22.4.12

When you're a kid, everyone wants to know what you want to do when you grow up.

I remember being seven, and we had to write a paper for school about what we were going to do when we grew up. I stared at that paper for an hour trying to figure out what I wanted to do. I think I finally settled on writer or something like that. I never really had a plan til my brother died. A week after they took his body away, I decided what I wanted to do: I wanted to fight back against God or the Devil or whoever or whatever had caused my only blood relation in this world to die so horribly. So I started thinking, started researching. I could be a finder, researching and hunting down the undead, but that wasn't fighting the cause, it was treating the symptoms. I thought about becoming a doctor, but after some research I found that there was no treatment, not a single way to even relieve the pain of the people who were dying. That's when I realized what I wanted to do when I grew up: Become a biologist. Study the undead. Find a treatment, find a cure, and, ultimately, find the source.

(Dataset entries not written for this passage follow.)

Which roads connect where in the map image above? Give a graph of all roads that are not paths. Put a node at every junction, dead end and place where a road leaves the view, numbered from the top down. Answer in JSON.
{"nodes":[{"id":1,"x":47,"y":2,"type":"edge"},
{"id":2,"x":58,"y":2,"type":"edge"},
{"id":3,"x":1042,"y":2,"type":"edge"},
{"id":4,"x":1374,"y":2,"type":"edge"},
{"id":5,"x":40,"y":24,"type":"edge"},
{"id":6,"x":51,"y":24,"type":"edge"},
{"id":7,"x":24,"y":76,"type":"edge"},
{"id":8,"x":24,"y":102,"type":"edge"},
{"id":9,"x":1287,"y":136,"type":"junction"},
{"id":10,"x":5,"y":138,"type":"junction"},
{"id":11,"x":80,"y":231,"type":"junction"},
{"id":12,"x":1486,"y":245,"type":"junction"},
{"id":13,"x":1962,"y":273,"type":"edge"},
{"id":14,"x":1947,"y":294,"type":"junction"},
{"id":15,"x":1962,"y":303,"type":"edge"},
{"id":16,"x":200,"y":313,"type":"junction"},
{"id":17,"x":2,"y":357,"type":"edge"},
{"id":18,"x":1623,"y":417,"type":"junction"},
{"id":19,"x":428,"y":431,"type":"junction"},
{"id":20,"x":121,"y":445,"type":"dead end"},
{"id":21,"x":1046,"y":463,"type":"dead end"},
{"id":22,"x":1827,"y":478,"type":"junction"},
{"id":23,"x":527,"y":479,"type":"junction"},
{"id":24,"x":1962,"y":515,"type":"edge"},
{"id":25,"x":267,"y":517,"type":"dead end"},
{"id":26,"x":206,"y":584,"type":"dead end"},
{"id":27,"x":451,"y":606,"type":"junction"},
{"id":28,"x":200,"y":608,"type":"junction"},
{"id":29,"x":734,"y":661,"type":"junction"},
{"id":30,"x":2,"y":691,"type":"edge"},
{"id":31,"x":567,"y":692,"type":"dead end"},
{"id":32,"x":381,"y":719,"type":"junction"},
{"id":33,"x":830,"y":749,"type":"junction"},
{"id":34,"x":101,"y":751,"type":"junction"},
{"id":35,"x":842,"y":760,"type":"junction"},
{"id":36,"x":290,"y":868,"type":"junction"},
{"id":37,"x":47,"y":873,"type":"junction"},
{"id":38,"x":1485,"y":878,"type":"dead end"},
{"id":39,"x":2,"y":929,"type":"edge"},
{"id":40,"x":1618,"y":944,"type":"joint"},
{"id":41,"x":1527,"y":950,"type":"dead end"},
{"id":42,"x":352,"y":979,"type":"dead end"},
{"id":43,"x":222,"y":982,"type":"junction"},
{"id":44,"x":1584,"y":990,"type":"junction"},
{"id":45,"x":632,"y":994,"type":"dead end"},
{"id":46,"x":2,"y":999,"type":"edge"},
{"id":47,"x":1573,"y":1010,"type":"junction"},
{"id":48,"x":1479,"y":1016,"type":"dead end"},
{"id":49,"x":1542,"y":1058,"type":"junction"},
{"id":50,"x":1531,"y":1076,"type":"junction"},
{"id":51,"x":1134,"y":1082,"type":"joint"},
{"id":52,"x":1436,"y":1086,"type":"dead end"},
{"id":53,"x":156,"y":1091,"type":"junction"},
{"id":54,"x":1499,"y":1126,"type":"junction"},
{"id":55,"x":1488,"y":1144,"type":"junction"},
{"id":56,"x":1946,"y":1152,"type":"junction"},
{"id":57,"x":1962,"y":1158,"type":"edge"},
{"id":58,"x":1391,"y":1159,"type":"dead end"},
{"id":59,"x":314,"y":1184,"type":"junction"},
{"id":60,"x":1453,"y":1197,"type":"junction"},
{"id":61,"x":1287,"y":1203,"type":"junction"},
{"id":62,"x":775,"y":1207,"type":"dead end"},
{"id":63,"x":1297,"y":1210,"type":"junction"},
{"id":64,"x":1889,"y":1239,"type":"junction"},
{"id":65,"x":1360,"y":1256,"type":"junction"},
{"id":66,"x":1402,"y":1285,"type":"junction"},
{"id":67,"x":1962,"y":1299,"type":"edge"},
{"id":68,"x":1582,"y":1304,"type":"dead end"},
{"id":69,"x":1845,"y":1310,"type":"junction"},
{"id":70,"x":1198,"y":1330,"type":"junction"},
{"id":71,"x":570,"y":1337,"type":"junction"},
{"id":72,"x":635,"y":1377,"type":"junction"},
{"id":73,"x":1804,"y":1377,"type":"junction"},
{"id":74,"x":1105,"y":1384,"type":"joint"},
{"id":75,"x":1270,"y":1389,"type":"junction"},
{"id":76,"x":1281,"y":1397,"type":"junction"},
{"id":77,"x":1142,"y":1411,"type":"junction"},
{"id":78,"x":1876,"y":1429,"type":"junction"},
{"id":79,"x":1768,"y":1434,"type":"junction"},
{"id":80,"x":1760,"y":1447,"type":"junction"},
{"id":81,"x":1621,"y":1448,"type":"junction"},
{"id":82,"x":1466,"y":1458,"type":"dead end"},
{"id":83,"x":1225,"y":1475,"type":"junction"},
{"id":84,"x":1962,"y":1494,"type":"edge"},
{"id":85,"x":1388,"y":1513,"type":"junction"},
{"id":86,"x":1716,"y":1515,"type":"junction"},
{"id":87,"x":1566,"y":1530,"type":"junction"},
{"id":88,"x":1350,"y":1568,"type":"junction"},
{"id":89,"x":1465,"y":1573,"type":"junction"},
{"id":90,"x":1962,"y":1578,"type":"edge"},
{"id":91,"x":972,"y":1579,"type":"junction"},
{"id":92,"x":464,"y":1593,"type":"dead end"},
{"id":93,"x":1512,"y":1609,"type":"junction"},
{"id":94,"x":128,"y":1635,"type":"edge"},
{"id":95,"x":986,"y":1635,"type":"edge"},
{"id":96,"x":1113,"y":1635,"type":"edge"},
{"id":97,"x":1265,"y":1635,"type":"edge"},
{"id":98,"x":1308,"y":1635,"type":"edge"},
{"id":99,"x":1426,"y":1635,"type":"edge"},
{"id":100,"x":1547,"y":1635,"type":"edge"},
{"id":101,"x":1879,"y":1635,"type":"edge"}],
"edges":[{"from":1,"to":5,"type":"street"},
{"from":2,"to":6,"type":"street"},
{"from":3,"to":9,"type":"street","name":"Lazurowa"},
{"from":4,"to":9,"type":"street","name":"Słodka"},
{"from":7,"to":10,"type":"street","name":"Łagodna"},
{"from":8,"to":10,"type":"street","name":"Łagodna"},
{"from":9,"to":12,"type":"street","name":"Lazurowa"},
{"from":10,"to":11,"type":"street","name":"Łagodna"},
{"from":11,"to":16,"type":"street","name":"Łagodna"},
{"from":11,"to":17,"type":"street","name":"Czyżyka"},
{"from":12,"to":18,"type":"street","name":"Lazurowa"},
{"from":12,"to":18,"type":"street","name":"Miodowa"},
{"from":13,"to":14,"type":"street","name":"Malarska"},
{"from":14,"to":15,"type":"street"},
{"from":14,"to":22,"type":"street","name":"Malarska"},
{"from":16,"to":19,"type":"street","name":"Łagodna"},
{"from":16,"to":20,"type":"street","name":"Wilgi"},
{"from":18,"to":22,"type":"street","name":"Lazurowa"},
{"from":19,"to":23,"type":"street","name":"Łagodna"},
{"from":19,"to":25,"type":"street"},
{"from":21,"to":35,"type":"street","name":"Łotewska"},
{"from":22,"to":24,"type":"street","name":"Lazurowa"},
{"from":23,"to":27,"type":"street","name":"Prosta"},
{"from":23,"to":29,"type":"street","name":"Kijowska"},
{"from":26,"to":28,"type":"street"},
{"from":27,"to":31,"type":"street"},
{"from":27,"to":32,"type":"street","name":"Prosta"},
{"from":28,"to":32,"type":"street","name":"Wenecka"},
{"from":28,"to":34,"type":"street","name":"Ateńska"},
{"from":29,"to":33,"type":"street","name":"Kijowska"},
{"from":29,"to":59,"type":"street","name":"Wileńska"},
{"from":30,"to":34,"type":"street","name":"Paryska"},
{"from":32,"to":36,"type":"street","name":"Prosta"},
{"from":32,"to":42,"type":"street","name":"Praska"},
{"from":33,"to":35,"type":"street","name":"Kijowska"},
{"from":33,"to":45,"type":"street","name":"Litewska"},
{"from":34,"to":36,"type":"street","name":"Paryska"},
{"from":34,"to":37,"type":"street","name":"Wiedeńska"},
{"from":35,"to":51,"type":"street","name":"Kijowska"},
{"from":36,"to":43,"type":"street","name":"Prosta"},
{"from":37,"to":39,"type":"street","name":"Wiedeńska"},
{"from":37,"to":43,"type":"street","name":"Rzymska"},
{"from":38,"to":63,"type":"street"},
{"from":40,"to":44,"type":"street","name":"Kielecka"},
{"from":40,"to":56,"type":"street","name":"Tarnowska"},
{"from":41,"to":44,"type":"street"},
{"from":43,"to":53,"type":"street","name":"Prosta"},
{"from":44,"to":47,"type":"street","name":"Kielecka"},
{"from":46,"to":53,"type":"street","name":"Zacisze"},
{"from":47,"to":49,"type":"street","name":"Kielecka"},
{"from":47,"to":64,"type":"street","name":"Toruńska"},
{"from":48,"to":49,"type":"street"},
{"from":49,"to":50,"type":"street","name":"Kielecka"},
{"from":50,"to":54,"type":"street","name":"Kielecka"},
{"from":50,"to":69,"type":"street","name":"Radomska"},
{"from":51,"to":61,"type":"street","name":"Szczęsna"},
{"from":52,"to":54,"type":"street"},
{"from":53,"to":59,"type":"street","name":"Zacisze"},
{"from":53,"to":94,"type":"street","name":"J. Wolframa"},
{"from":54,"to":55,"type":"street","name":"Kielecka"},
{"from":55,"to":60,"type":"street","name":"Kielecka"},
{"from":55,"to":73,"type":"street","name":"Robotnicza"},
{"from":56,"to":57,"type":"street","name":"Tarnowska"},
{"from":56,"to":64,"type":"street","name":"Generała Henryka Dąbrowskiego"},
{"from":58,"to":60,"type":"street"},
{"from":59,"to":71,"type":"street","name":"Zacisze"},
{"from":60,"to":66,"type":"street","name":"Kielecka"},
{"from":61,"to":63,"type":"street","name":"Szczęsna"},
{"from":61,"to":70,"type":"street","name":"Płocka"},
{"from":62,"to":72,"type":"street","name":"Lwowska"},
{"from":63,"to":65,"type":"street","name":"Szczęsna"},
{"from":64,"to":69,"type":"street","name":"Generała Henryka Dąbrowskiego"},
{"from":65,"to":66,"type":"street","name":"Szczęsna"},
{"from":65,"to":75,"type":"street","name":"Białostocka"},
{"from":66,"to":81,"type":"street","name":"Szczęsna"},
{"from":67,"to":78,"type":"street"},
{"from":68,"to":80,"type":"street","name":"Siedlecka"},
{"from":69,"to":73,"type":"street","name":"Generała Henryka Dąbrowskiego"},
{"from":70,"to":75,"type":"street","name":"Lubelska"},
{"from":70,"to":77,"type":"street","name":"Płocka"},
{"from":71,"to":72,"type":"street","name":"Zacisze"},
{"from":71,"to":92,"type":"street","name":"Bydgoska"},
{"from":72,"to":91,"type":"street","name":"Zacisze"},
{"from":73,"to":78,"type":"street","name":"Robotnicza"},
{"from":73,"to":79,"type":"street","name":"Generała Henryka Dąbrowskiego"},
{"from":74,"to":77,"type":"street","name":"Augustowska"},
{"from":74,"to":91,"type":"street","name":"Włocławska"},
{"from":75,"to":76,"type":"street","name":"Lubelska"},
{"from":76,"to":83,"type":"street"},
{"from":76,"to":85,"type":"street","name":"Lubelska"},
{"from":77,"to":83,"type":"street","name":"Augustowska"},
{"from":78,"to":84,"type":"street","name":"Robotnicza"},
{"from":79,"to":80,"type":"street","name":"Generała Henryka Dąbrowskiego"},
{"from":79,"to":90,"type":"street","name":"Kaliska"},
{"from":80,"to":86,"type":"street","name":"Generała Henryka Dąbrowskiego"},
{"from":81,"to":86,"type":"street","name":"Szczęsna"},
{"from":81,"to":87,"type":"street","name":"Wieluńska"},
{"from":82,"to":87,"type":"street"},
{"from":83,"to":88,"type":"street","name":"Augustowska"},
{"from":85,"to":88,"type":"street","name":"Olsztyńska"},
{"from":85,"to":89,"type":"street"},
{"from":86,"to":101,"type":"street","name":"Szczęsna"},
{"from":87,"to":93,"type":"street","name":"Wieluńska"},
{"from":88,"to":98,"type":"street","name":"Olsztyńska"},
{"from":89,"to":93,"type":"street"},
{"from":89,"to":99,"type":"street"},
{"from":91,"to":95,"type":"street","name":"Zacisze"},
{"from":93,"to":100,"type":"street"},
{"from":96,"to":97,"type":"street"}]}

I continued my schooling by mail, like everyone else who grew up around the same time I did. I worked every day, even the weekends and holidays. I worked from the time I woke up to the time I went to bed, and I ended up finishing my basic education two years early. Then I applied for special training with the government. They didn't take me the first three times I applied. I talked to dozens of different people from all over the country. Finally, I came into contact with Harper Nelson, the woman who eventually became my advocate and supervisor. At the time I met her, she was recruiting safety assurance assistants, like Jerry and Daniel.
I told her my plans, and she told me the only way she would help me is if I started at the bottom. So I took the job, moved to Cincinnati, and started training to be a safety assurance assistant.
I worked that job for about six months, every week I applied for special training. Finally, sick of filing my paperwork, Harper called me in on my day off.
"You're annoying." That's what she told me when I came into her office.
"I've just been doing my job, I don't see how that's annoying."
"Every single week, I have to file your application. Do I need to schedule you more hours? How do you have time to fill out that application, with updated information, every single week?"
I didn't know if I should tell her the truth, or make something up. I sided with the truth, "All I do when I go home every night is work on that application and study anything I can find on the origins of PTA online or in the library. It's getting difficult to find new information, though. My access to confidential is basically limited to safety protocol, and after six months of reading, I'm running out of fresh materials."
She sighed, and pulled out her stamp from the drawer in her desk. She inked it and looked at me and asked, "Why do you want this job, Dahlia?"
"Because I want to set this world right. I want to see it how it was supposed to be."
"You'd be the second youngest person to be a PTA biologist. Do you think you'll be worth my time and payroll?"
"I'm old enough to remember going to school with other people. I remember seeing actual faces in crowds, not just masks and suits. I'm only young in the sense that I hope one day to raise kids and tell them about how I worked with the team who brought them a world like that."
Harper stamped the papers in front of her. "Take these to payroll." She handed me a folder. "And take this all the way upstairs, to my boss, Lee Baker."
"Yes ma'am." I turned to walk out the door.
"Dahlia!"
I turned back to Harper. "Yes?"
"Congratulations on your promotion. Make me proud."
I couldn't help but smile. "Yes, ma'am."